Avril marque le début du mois des collèges communautaires et du mois de la deuxième chance.

Pourtant, pour beaucoup de ceux qui sont incarcérés, l'accès à l'éducation se heurte depuis trop longtemps à des obstacles. Cela pourrait changer. Les 4 et 5 avril, le Vera Institute of Justice (Vera) a organisé une série de réunions sur Capitol Hill et une séance d'écoute à Washington, DC à l'intention des responsables des services correctionnels, des professeurs d'université et d'anciens étudiants incarcérés de 14 sites du programme des prisons pour l'enseignement postsecondaire.

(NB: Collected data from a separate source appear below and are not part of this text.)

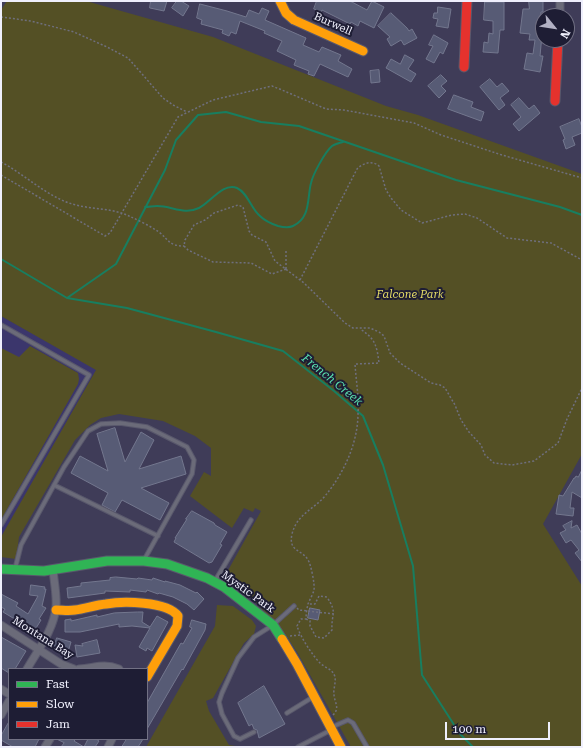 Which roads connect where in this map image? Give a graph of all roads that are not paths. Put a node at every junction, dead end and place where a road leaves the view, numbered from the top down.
1 (280, 1) edge
2 (467, 1) edge
3 (558, 48) edge
4 (363, 51) dead end
5 (464, 67) dead end
6 (555, 101) dead end
7 (1, 325) edge
8 (54, 485) junction
9 (251, 520) dead end
10 (1, 526) edge
11 (158, 536) junction
12 (144, 561) junction
13 (1, 568) edge
14 (54, 569) junction
15 (15, 570) junction
16 (214, 582) junction
17 (294, 606) road end
18 (56, 610) junction
19 (1, 625) edge
20 (273, 625) junction
21 (39, 650) junction
22 (28, 668) edge
23 (71, 668) edge
24 (88, 668) edge
25 (116, 668) edge
26 (148, 675) edge
27 (314, 696) junction
28 (8, 703) edge
29 (287, 713) dead end
30 (1, 715) edge
31 (331, 729) junction
32 (254, 732) dead end
33 (298, 747) edge
34 (341, 747) edge
35 (367, 747) edge

1 - 4 street, Burwell
2 - 5 street
3 - 6 street
7 - 10 lane
8 - 11 lane
8 - 11 lane
8 - 15 lane
9 - 16 lane
11 - 12 lane
12 - 14 street, Mystic Park
12 - 16 street, Mystic Park
13 - 15 street, Mystic Park
14 - 15 street, Mystic Park
14 - 18 street
16 - 20 street, Mystic Park
17 - 20 lane
18 - 21 street
18 - 26 street
19 - 21 street, Montana Bay
20 - 27 street, Mystic Park
20 - 32 lane
21 - 22 street
21 - 23 street, Montana Bay
24 - 25 street, Montana Bay
27 - 29 lane
27 - 31 street, Mystic Park
28 - 30 street
31 - 33 lane
31 - 34 street, Mystic Park
31 - 35 lane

Onze de ces sites participent à l’Initiative des sites expérimentaux du Second Chance Pell (SCP) du Département américain de l’éducation. Par le biais de 65 collèges dans 27 États, l'initiative offre des bourses Pell en fonction des besoins à un nombre limité de personnes en prison au niveau de l'État et du gouvernement fédéral afin qu'elles puissent suivre des études collégiales ou d'autres programmes postsecondaires pendant leur incarcération. Vera fournit une assistance technique aux collèges et services correctionnels participants.

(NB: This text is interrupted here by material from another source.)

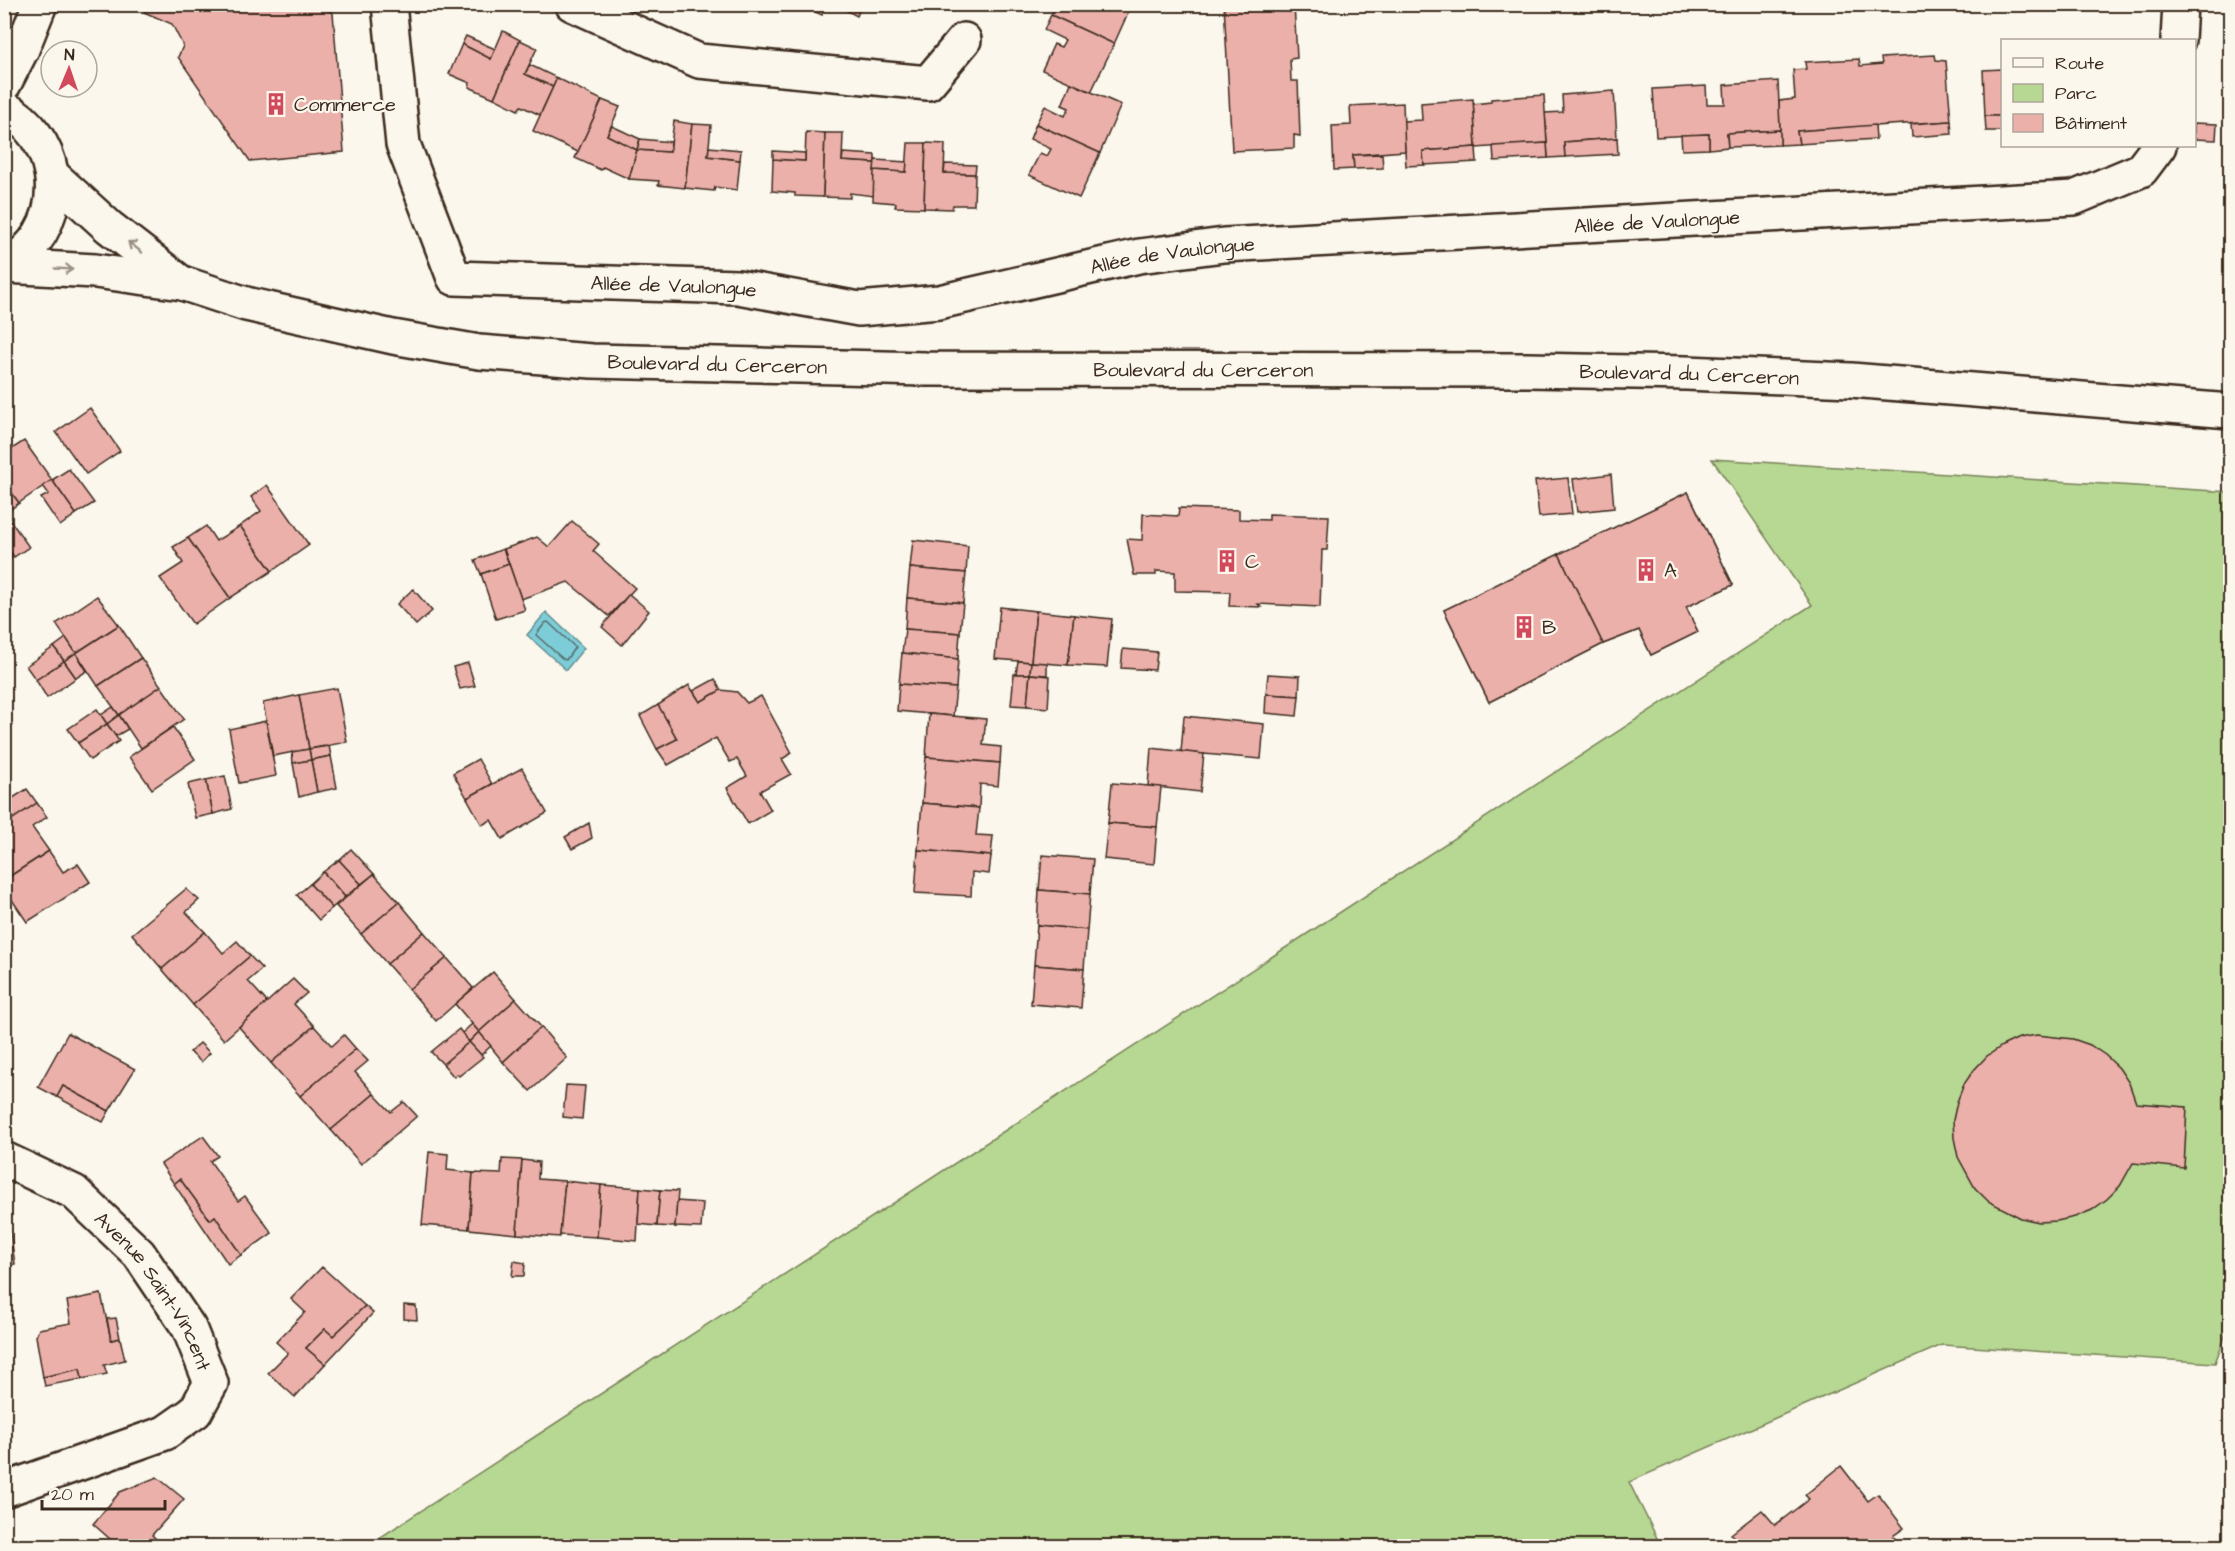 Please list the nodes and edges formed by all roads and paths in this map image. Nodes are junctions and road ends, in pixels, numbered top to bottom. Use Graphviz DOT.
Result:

SCP a été lancé en tant qu'initiative pilote en 2015 pour explorer le rétablissement de l'admissibilité à la subvention Pell pour les personnes incarcérées. En vertu de la loi de 1994 sur la criminalité, les personnes incarcérées ont été interdites d'accès aux bourses Pell – un changement de politique qui a depuis refusé à des milliers de personnes l'accès à l'éducation. Mais les attitudes peuvent changer. Avec le succès continu du SCP – et le soutien bipartisan croissant à la réforme de la justice pénale – les législateurs et les avocats demandent de plus en plus l'abrogation complète de l'interdiction des subventions Pell.

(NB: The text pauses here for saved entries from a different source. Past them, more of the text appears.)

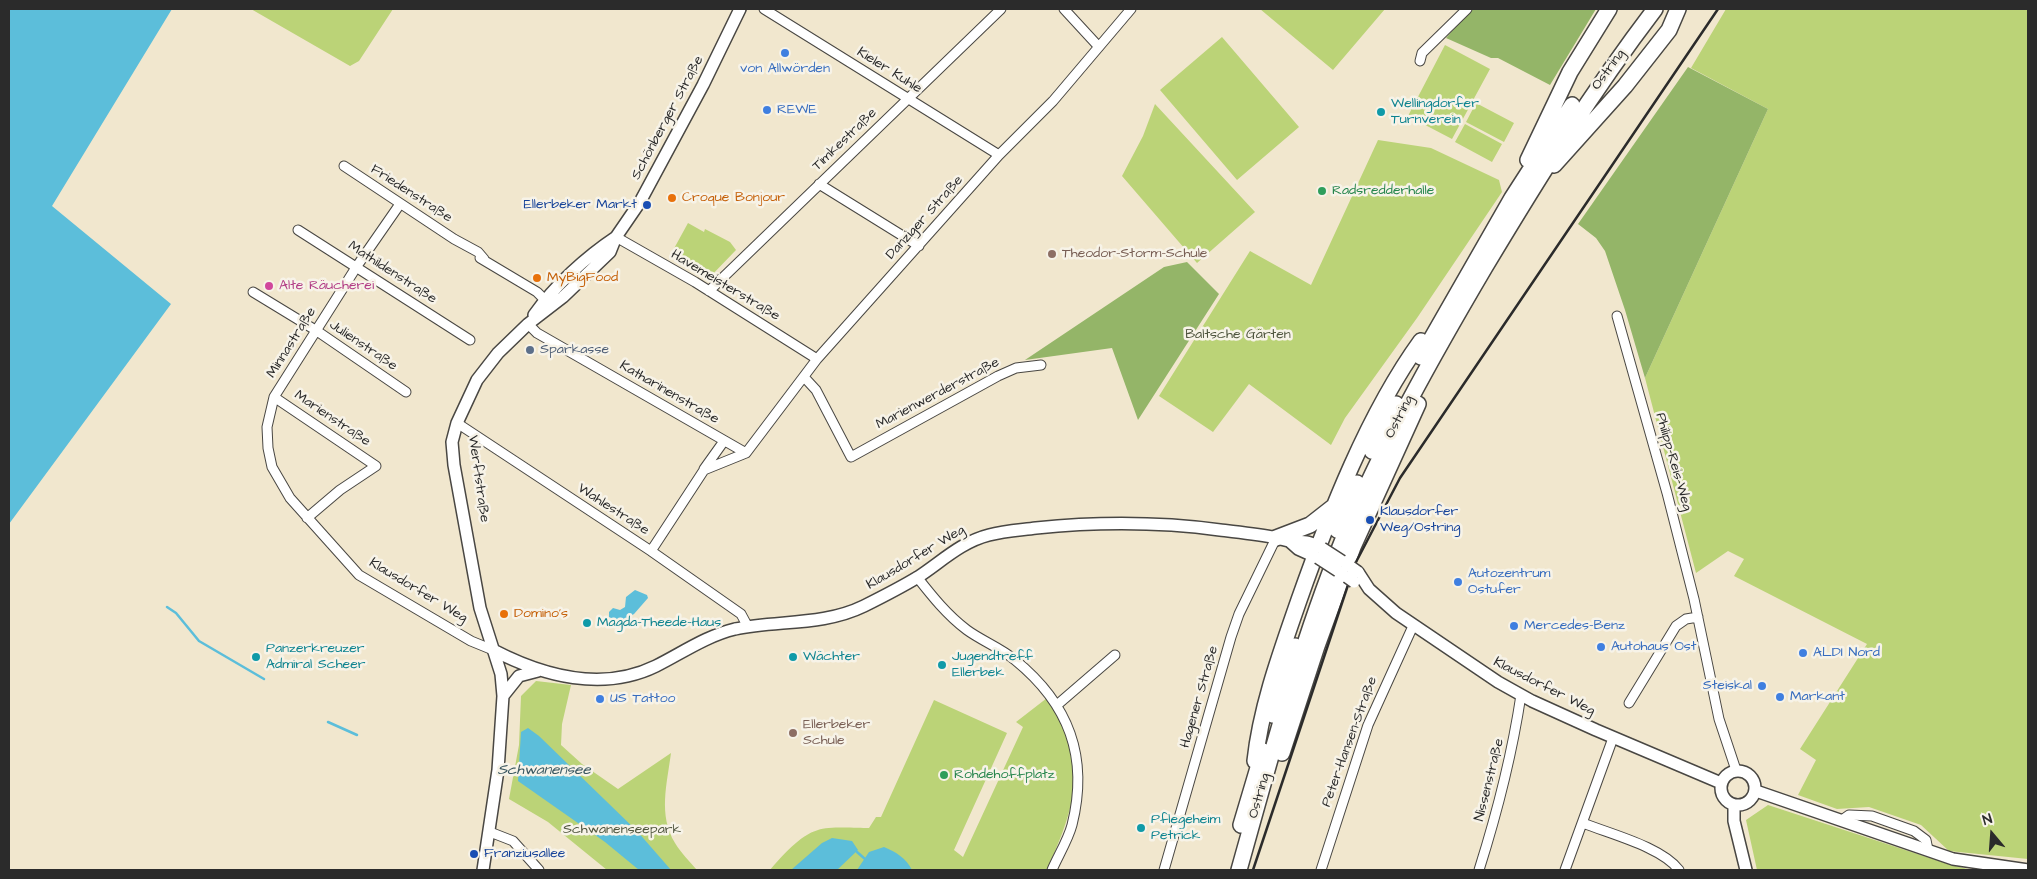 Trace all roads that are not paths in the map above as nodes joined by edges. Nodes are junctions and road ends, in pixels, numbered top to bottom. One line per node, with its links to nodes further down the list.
1 (740, 9): 20 (street, Schönberger Straße)
2 (764, 9): 12 (street, Kieler Kuhle)
3 (1001, 9): 12 (street, Timkestraße)
4 (1064, 9): 10 (street)
5 (1132, 9): 10 (street, Danziger Straße)
6 (1467, 9): 11 (street)
7 (1678, 9): 15 (highway)
8 (1607, 10): 17 (highway)
9 (1650, 10): 15 (highway, Ostring); 17 (highway, Ostring)
10 (1099, 47): 13 (street, Danziger Straße)
11 (1420, 61)
12 (908, 99): 13 (street, Kieler Kuhle); 16 (street, Timkestraße)
13 (999, 156): 21 (street, Danziger Straße)
14 (344, 166): 18 (street, Friedenstraße)
15 (1535, 183): 27 (highway, Ostring)
16 (819, 184): 21 (street); 23 (street, Timkestraße)
17 (1512, 198): 27 (highway, Ostring)
18 (400, 204): 22 (street, Minnastraße); 25 (street, Friedenstraße)
19 (298, 230): 22 (street, Mathildenstraße)
20 (616, 237): 23 (street, Havemeisterstraße); 25 (street, Schönberger Straße); 28 (street, Schönberger Straße)
21 (919, 246): 31 (street, Danziger Straße)
22 (357, 266): 29 (street, Minnastraße); 30 (street, Mathildenstraße)
23 (709, 291): 31 (street, Havemeisterstraße)
24 (253, 292): 29 (street, Julienstraße)
25 (544, 300): 28 (street, Schönberger Straße)
26 (1617, 316): 47 (street, Philipp-Reis-Weg)
27 (1446, 323): 40 (highway); 45 (highway); 60 (highway, Ostring)
28 (528, 324): 36 (street, Schönberger Straße); 37 (street, Katharinenstraße)
29 (317, 331): 34 (street, Julienstraße); 35 (street, Minnastraße)
30 (470, 340)
31 (817, 359): 33 (street, Danziger Straße)
32 (1041, 365): 33 (street, Marienwerderstraße)
33 (804, 377): 38 (street, Danziger Straße)
34 (406, 392)
35 (274, 397): 41 (street, Klausdorfer Weg); 41 (street, Marienstraße)
36 (457, 423): 43 (street, Wahlestraße); 50 (street, Werftstraße)
37 (724, 441): 38 (street, Katharinenstraße); 39 (street)
38 (746, 452): 39 (street)
39 (704, 470): 43 (street)
40 (1336, 504): 42 (highway); 44 (highway)
41 (307, 518): 50 (street, Klausdorfer Weg)
42 (1283, 539): 44 (street, Klausdorfer Weg); 46 (street, Klausdorfer Weg); 68 (street, Hagener Straße)
43 (650, 551): 48 (street, Wahlestraße)
44 (1318, 552): 45 (street, Klausdorfer Weg, bridge); 60 (highway)
45 (1348, 571): 49 (street, Klausdorfer Weg); 60 (highway)
46 (917, 577): 48 (street, Klausdorfer Weg); 56 (street)
47 (1698, 617): 55 (street); 58 (street, Philipp-Reis-Weg)
48 (748, 626): 52 (street, Klausdorfer Weg)
49 (1413, 626): 53 (street, Klausdorfer Weg); 71 (street, Peter-Hansen-Straße)
50 (493, 650): 52 (street, Klausdorfer Weg); 54 (street, Werftstraße)
51 (1115, 655): 56 (street)
52 (542, 671): 54 (street, Klausdorfer Weg)
53 (1522, 695): 57 (street, Klausdorfer Weg); 72 (street, Nissenstraße)
54 (503, 696): 64 (street, Werftstraße)
55 (1629, 703)
56 (1057, 705): 67 (street)
57 (1613, 738): 59 (street, Klausdorfer Weg); 63 (street)
58 (1736, 770): 59 (street); 61 (street)
59 (1721, 783): 62 (street)
60 (1258, 784): 69 (highway, Ostring); 70 (highway, Ostring)
61 (1756, 791): 62 (street); 76 (street)
62 (1734, 805): 75 (street)
63 (1583, 823): 73 (street); 74 (street)
64 (490, 832): 65 (street, Werftstraße); 66 (street)
65 (484, 870)
66 (539, 870)
67 (1052, 870)
68 (1164, 870)
69 (1229, 870)
70 (1239, 870)
71 (1320, 870)
72 (1479, 870)
73 (1565, 870)
74 (1679, 870)
75 (1746, 870)
76 (2028, 870)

Les participants ont passé la réunion du 4 avril avec des membres du Congrès et des membres du personnel du Congrès, pour discuter des programmes d'enseignement postsecondaire dans leurs États et du rôle que ces programmes jouent dans la création de possibilités d'emploi, la réduction de la récidive et l'amélioration de la sécurité dans les établissements correctionnels. Au total, près de trois douzaines de réunions ont eu lieu, dont six avec des membres du Congrès (démocrates et républicains).

Bien que ces réunions aient réuni un groupe diversifié d'intervenants, les anciens étudiants incarcérés ont vraiment alimenté la conversation avec leurs propres histoires sur la façon dont l'éducation postsecondaire en prison a changé leur vie – ainsi que la vie de leur famille et la culture carcérale en général – pour le mieux.